WARNER ROBINS — Chuckie Mauk never had a first kiss, never learned to drive a car, never married and never raised a family.

The gregarious, blue-eyed 13-year-old who loved baseball and motorcycles was shot and killed about 8:15 p.m. Feb. 17, 1986, in a parking lot around the corner from his Burns Drive home in Warner Robins. He had gone to the Giant Food store, now Video Warehouse, off Russell Parkway to get some candy for school the next day. He was found face down in a pool of blood near his bicycle in the parking lot between the intersection of Burns Drive and Russell Parkway and the fence line separating the residential neighborhood from a bowling alley. A restaurant once stood nearby.

The case remains unsolved.

“Falling in love and getting married and having children, driving, a first kiss ... someone took this all away,” said his mother, Cathy Miller of Warner Robins. “They took it away from Chuckie. They took it away from my family, and I miss that.”

Today marks the 24th anniversary of his murder.

Miller, 59, a surgical coordinator for a Warner Robins obstetrician and gynecologist, said she often wonders what Chuckie would be like today. Would he have a family like so many of his childhood friends she often runs into, she wondered.

Chuckie would have been 37. He probably would have dropped the “ie” off his name, already wanting to be called only “Chuck” as he moved into his teenage years, his mother said.

“But he’ll always be Chuckie to me,” she said.

Miller said she made a promise to Chuckie that she intends to keep. It’s the one way she said she can still be a mother to him.

“As long as his murder was unsolved, I would be his voice,” she said of her promise. “There is someone out there who knows what happened that night.”

She wants to keep Chuckie’s story out before the public in hopes of bringing his killer to justice. But after 24 years, recounting what happened cannot help but open old wounds.

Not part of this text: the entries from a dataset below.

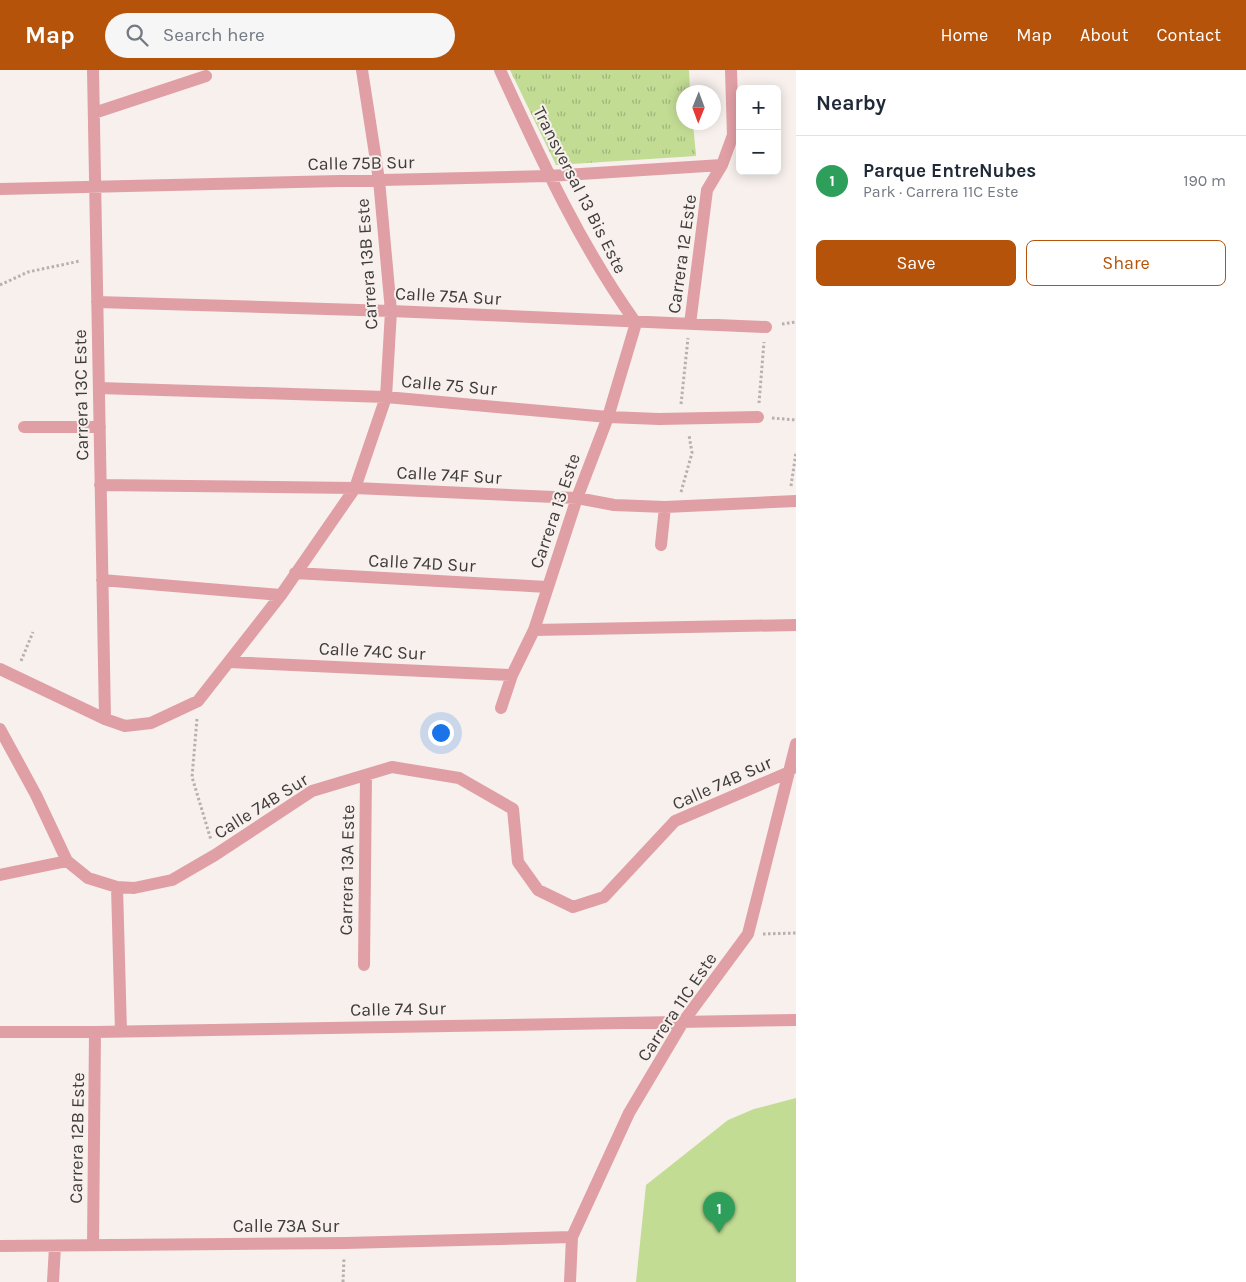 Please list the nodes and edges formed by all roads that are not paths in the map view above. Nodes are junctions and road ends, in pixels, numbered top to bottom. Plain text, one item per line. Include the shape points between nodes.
1 (93, 70) edge
2 (362, 70) edge
3 (500, 70) edge
4 (731, 70) edge
5 (206, 76) dead end
6 (94, 113) junction
7 (722, 165) junction
8 (549, 176) junction
9 (379, 180) junction
10 (95, 188) junction
11 (0, 189) edge
12 (97, 302) junction
13 (391, 311) junction
14 (636, 323) junction
15 (690, 324) junction
16 (766, 327) road end
17 (99, 388) junction
18 (386, 397) junction
19 (608, 417) junction
20 (758, 417) road end
21 (24, 427) dead end
22 (100, 427) junction
23 (100, 485) junction
24 (355, 488) junction
25 (577, 498) junction
26 (792, 501) edge
27 (671, 506) junction
28 (662, 545) dead end
29 (295, 573) junction
30 (102, 580) junction
31 (547, 587) junction
32 (281, 595) junction
33 (796, 625) edge
34 (534, 630) junction
35 (229, 662) junction
36 (0, 669) edge
37 (512, 675) junction
38 (502, 708) dead end
39 (105, 719) junction
40 (0, 730) edge
41 (796, 744) edge
42 (792, 769) edge
43 (366, 775) junction
44 (67, 861) junction
45 (0, 875) edge
46 (117, 887) junction
47 (364, 965) dead end
48 (796, 1020) edge
49 (683, 1022) junction
50 (0, 1032) edge
51 (96, 1032) junction
52 (120, 1032) junction
53 (572, 1237) junction
54 (93, 1245) junction
55 (0, 1246) edge
56 (55, 1246) junction
57 (53, 1282) edge
58 (570, 1282) edge

1 - 6 street, Carrera 13C Este
2 - 9 street, Carrera 13B Este
3 - 8 street, Transversal 13 Bis Este
4 - 7 street, Carrera 12 Este via 733,135
5 - 6 street
6 - 10 street, Carrera 13C Este
7 - 8 street, Calle 75B Sur
7 - 15 street, Carrera 12 Este via 707,190
8 - 9 street, Calle 75B Sur
8 - 14 street, Transversal 13 Bis Este via 606,281
9 - 10 street, Calle 75B Sur
9 - 13 street, Carrera 13B Este
10 - 11 street, Calle 75B Sur
10 - 12 street, Carrera 13C Este
12 - 13 street, Calle 75A Sur
12 - 17 street, Carrera 13C Este
13 - 14 street, Calle 75A Sur
13 - 18 street, Carrera 13B Este
14 - 15 street, Calle 75A Sur
14 - 19 street, Carrera 13 Este
15 - 16 street, Calle 75A Sur
17 - 18 street, Calle 75 Sur
17 - 22 street, Carrera 13C Este
18 - 19 street, Calle 75 Sur
18 - 24 street, Carrera 13B Este
19 - 20 street, Calle 75 Sur
19 - 25 street, Carrera 13 Este
21 - 22 street
22 - 23 street, Carrera 13C Este
23 - 24 street, Calle 74F Sur
23 - 30 street, Carrera 13C Este
24 - 25 street, Calle 74F Sur
24 - 29 street, Carrera 13B Este
25 - 27 street, Calle 74F Sur via 614,505
25 - 31 street, Carrera 13 Este
26 - 27 street, Calle 74F Sur
27 - 28 street
29 - 31 street, Calle 74D Sur
29 - 32 street, Carrera 13B Este
30 - 32 street
30 - 39 street, Carrera 13C Este
31 - 34 street, Carrera 13 Este
32 - 35 street, Carrera 13B Este
33 - 34 street
34 - 37 street, Carrera 13 Este
35 - 37 street, Calle 74C Sur
35 - 39 street, Carrera 13B Este via 198,701 151,723 125,726
36 - 39 street
37 - 38 street, Carrera 13 Este
40 - 44 street, Calle 74B Sur
41 - 42 street, Carrera 11C Este
42 - 43 street, Calle 74B Sur via 675,821 604,897 573,907 538,890 518,862 513,809 459,778 392,767
42 - 49 street, Carrera 11C Este via 748,934
43 - 46 street, Calle 74B Sur via 312,791 172,880 134,888
43 - 47 street, Carrera 13A Este
44 - 45 street
44 - 46 street, Calle 74B Sur via 88,878
46 - 52 street
48 - 49 street, Calle 74 Sur
49 - 52 street, Calle 74 Sur
49 - 53 street, Carrera 11C Este via 629,1113
50 - 51 street, Calle 74 Sur
51 - 52 street, Calle 74 Sur
51 - 54 street, Carrera 12B Este
53 - 54 street, Calle 73A Sur
53 - 58 street, Carrera 11C Este
54 - 56 street, Calle 73A Sur
55 - 56 street, Calle 73A Sur
56 - 57 street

“It’s just something I have to do as his momma,” she said. “I’ve already done the hardest thing in the world to bury my son. Anything else I can do, even though it hurts, I can do it.”

So Miller relives once again that cool Monday night when a neighborhood girl raced to their home on Burns Drive to say Chuckie was lying by his bicycle. Miller remembers running with her husband and youngest son in what seemed like slow motion. Her husband, Pete, reached his lifeless body first and stopped her from coming closer.

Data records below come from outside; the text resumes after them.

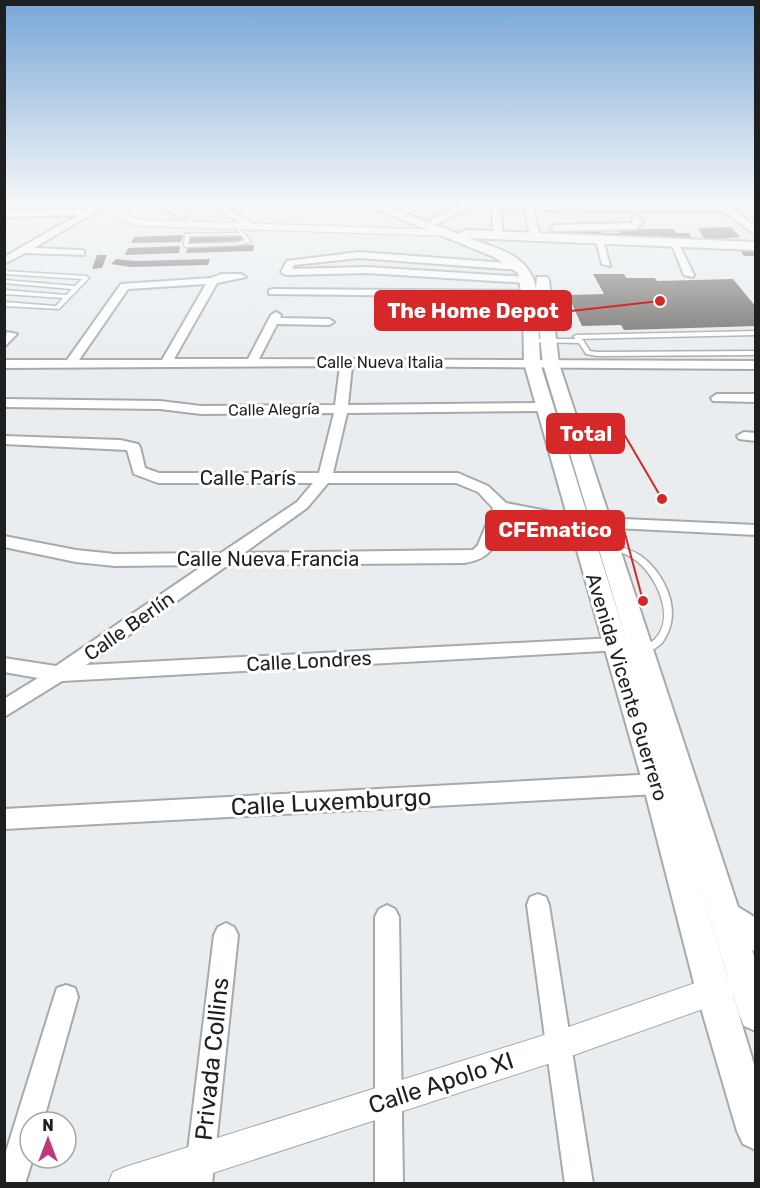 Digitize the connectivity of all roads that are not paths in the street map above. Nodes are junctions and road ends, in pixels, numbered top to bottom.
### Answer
1 (347, 256) edge
2 (369, 256) edge
3 (502, 256) edge
4 (522, 256) edge
5 (604, 256) edge
6 (680, 256) edge
7 (607, 264) dead end
8 (4, 272) edge
9 (689, 275) dead end
10 (241, 277) dead end
11 (526, 280) junction
12 (4, 281) edge
13 (213, 281) junction
14 (76, 288) junction
15 (4, 292) edge
16 (273, 292) dead end
17 (67, 297) junction
18 (4, 303) edge
19 (329, 322) dead end
20 (756, 333) edge
21 (540, 347) junction
22 (756, 353) edge
23 (252, 362) junction
24 (346, 362) junction
25 (71, 363) junction
26 (166, 363) junction
27 (4, 364) edge
28 (756, 365) edge
29 (717, 398) dead end
30 (756, 398) edge
31 (4, 403) edge
32 (544, 407) junction
33 (341, 409) junction
34 (4, 440) edge
35 (325, 477) junction
36 (501, 507) junction
37 (596, 530) junction
38 (756, 530) edge
39 (4, 541) edge
40 (225, 560) junction
41 (615, 645) junction
42 (641, 651) junction
43 (4, 665) edge
44 (59, 675) junction
45 (4, 709) edge
46 (657, 784) junction
47 (4, 819) edge
48 (538, 906) dead end
49 (387, 917) dead end
50 (724, 917) junction
51 (226, 935) dead end
52 (756, 936) edge
53 (750, 980) edge
54 (713, 991) junction
55 (66, 997) dead end
56 (756, 1014) edge
57 (557, 1046) junction
58 (386, 1100) junction
59 (756, 1131) edge
60 (200, 1171) edge
61 (11, 1184) edge
62 (125, 1184) edge
63 (389, 1184) edge
64 (579, 1184) edge

1 - 11 street
2 - 11 street
3 - 11 main road, Avenida Vicente Guerrero
4 - 21 main road, Avenida Vicente Guerrero
5 - 7 street
6 - 9 street
8 - 14 lane
10 - 13 street
11 - 16 street
11 - 21 main road, Avenida Vicente Guerrero
12 - 14 lane
13 - 25 street
13 - 26 street
14 - 17 lane
15 - 17 lane
17 - 18 lane
19 - 23 street
20 - 21 lane
21 - 22 lane
21 - 24 street, Calle Nueva Italia
21 - 28 street, Calle Nueva Italia
21 - 32 main road, Avenida Vicente Guerrero
21 - 37 main road, Avenida Vicente Guerrero
23 - 24 street, Calle Nueva Italia
23 - 26 street, Calle Nueva Italia
24 - 33 street, Calle Berlín
25 - 26 street, Calle Nueva Italia
25 - 27 street, Calle Nueva Italia
29 - 30 street
31 - 33 street, Calle Alegría
32 - 33 street, Calle Alegría
32 - 37 main road, Avenida Vicente Guerrero
33 - 35 street, Calle Berlín
34 - 35 street, Calle París
35 - 36 street, Calle París
35 - 40 street, Calle Berlín
36 - 37 street
36 - 40 street, Calle Nueva Francia
37 - 38 street
37 - 41 main road, Avenida Vicente Guerrero
37 - 42 main road, Avenida Vicente Guerrero
37 - 42 lane
39 - 40 street, Calle Nueva Francia
40 - 44 street, Calle Berlín
41 - 44 street, Calle Londres
41 - 46 main road, Avenida Vicente Guerrero
42 - 50 main road, Avenida Vicente Guerrero
43 - 44 street, Calle Londres
44 - 45 street, Calle Berlín
46 - 47 street, Calle Luxemburgo
46 - 54 main road, Avenida Vicente Guerrero
48 - 57 street
49 - 58 street
50 - 52 main road
50 - 53 main road, Avenida Vicente Guerrero
51 - 60 street, Privada Collins
53 - 54 street, Calle Apolo XI
53 - 56 main road, Avenida Vicente Guerrero
54 - 57 street, Calle Apolo XI
54 - 59 main road, Avenida Vicente Guerrero
55 - 61 street
57 - 58 street, Calle Apolo XI
57 - 64 street
58 - 60 street, Calle Apolo XI
58 - 63 street
60 - 62 street, Calle Apolo XI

His brother, Greg Miller, 31, who owns a used car lot, also remembers. He was in the second grade.

A street light near what once was Roy and Rose’s restaurant illuminated the parking lot where a large crowd had gathered. There was an ambulance, police vehicles. Cathy Miller recalled the family being ushered to a spot alongside the fence as authorities set up a police perimeter.

At first, it appeared Chuckie was the victim of a hit-and-run until he was turned over, Miller said. A single bullet had entered the back of his head, severed the brain stem and exited through the nose. He died instantly.

Another woman, 45, of Warner Robins, also distinctively remembers that night. She and her brother may have been the last people to see Chuckie alive. With his killer still at-large, the woman said she did not want her name published to protect herself and her family from potential harm.

The woman, who was 21 then, said she was driving home along Burns Drive headed toward Russell Parkway after visiting a friend. She had her brother, then 13, and a friend of Chuckie’s, with her. They both saw Chuckie on his bicycle talking to a man inside an older white car.

As she concentrated on her driving, her brother looked back and saw Chuckie lying on the pavement. The white car was still there, the woman said. She said she figured Chuckie was playing around and fell off his bicycle. Worried about the lateness of the hour, the woman said she continued home. She has often questioned herself for not stopping. Then again, would she and her brother have been shot? She said she has often asked herself that. She recalled that she had the radio on and would not have heard the single shot.

The woman also recalled being taken to the crime scene several times, and she remembered being hypnotized two or three times for the development of an artist’s sketch of the man Chuckie was talking with. The sketch was later age enhanced. She also remembers how afraid she was. Would the man come after her, she recalled thinking. As she retold her story, the woman said she felt the old familiar fear begin to creep over her again.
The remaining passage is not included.